Task prompt — Write out the entries exactly, pictures excluded.

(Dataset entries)
********

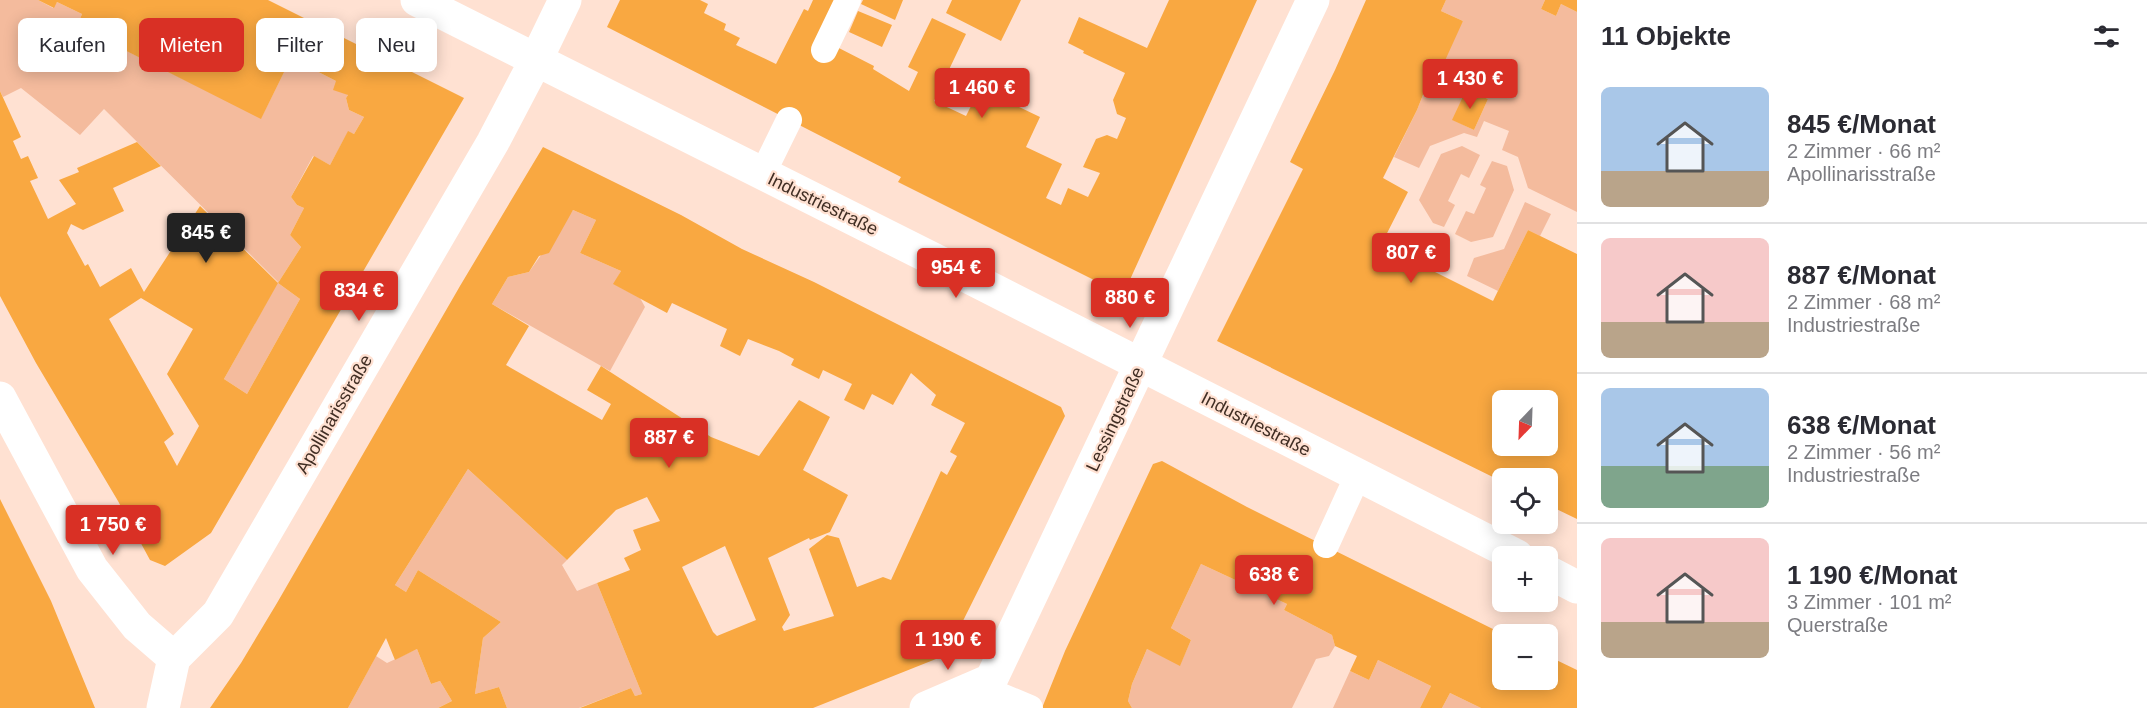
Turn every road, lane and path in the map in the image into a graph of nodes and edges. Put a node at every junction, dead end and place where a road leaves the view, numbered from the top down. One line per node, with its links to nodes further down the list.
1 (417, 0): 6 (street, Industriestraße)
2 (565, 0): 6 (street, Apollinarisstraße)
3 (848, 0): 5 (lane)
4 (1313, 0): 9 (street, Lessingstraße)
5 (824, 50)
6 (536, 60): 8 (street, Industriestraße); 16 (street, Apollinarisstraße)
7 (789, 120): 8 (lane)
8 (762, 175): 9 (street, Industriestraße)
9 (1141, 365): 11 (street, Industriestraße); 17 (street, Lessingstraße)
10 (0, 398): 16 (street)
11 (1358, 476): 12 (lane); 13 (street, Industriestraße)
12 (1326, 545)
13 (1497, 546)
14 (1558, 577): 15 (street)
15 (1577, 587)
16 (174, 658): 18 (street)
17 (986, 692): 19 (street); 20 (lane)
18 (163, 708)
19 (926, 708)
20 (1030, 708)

********

Output below —
Turn every road, lane and path in the map in the image into a graph of nodes and edges. Put a node at every junction, dead end and place where a road leaves the view, numbered from the top down. One line per node, with its links to nodes further down the list.
1 (417, 0): 6 (street, Industriestraße)
2 (565, 0): 6 (street, Apollinarisstraße)
3 (848, 0): 5 (lane)
4 (1313, 0): 9 (street, Lessingstraße)
5 (824, 50)
6 (536, 60): 8 (street, Industriestraße); 16 (street, Apollinarisstraße)
7 (789, 120): 8 (lane)
8 (762, 175): 9 (street, Industriestraße)
9 (1141, 365): 11 (street, Industriestraße); 17 (street, Lessingstraße)
10 (0, 398): 16 (street)
11 (1358, 476): 12 (lane); 13 (street, Industriestraße)
12 (1326, 545)
13 (1497, 546)
14 (1558, 577): 15 (street)
15 (1577, 587)
16 (174, 658): 18 (street)
17 (986, 692): 19 (street); 20 (lane)
18 (163, 708)
19 (926, 708)
20 (1030, 708)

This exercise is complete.